(Collected data entries)
--
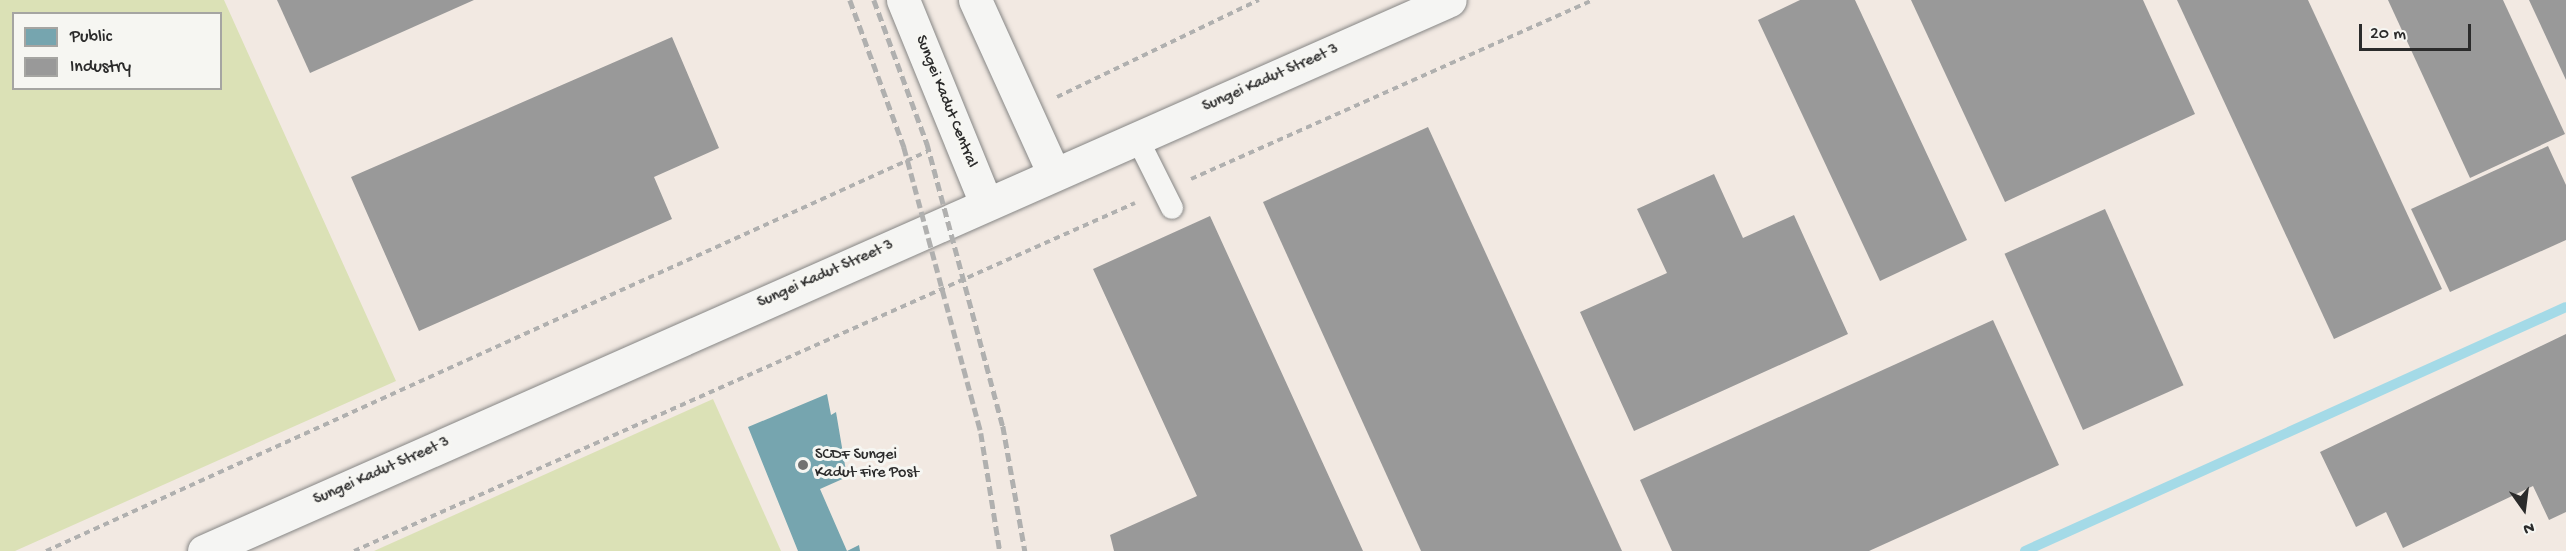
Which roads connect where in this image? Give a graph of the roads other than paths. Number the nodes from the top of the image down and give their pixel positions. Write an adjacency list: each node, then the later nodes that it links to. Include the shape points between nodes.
1 (903, 0): 6 (street, Sungei Kadut Central)
2 (975, 0): 5 (street)
3 (1450, 0): 4 (street, Sungei Kadut Street 3)
4 (1137, 138): 5 (street, Sungei Kadut Street 3); 7 (lane)
5 (1054, 174): 6 (street, Sungei Kadut Street 3)
6 (986, 203): 8 (street, Sungei Kadut Street 3)
7 (1172, 208)
8 (204, 551)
--
Work task - What you give back must be the data above, reproduced exactly and free of pictures.

Task output -
Which roads connect where in this image? Give a graph of the roads other than paths. Number the nodes from the top of the image down and give their pixel positions. Write an adjacency list: each node, then the later nodes that it links to. Include the shape points between nodes.
1 (903, 0): 6 (street, Sungei Kadut Central)
2 (975, 0): 5 (street)
3 (1450, 0): 4 (street, Sungei Kadut Street 3)
4 (1137, 138): 5 (street, Sungei Kadut Street 3); 7 (lane)
5 (1054, 174): 6 (street, Sungei Kadut Street 3)
6 (986, 203): 8 (street, Sungei Kadut Street 3)
7 (1172, 208)
8 (204, 551)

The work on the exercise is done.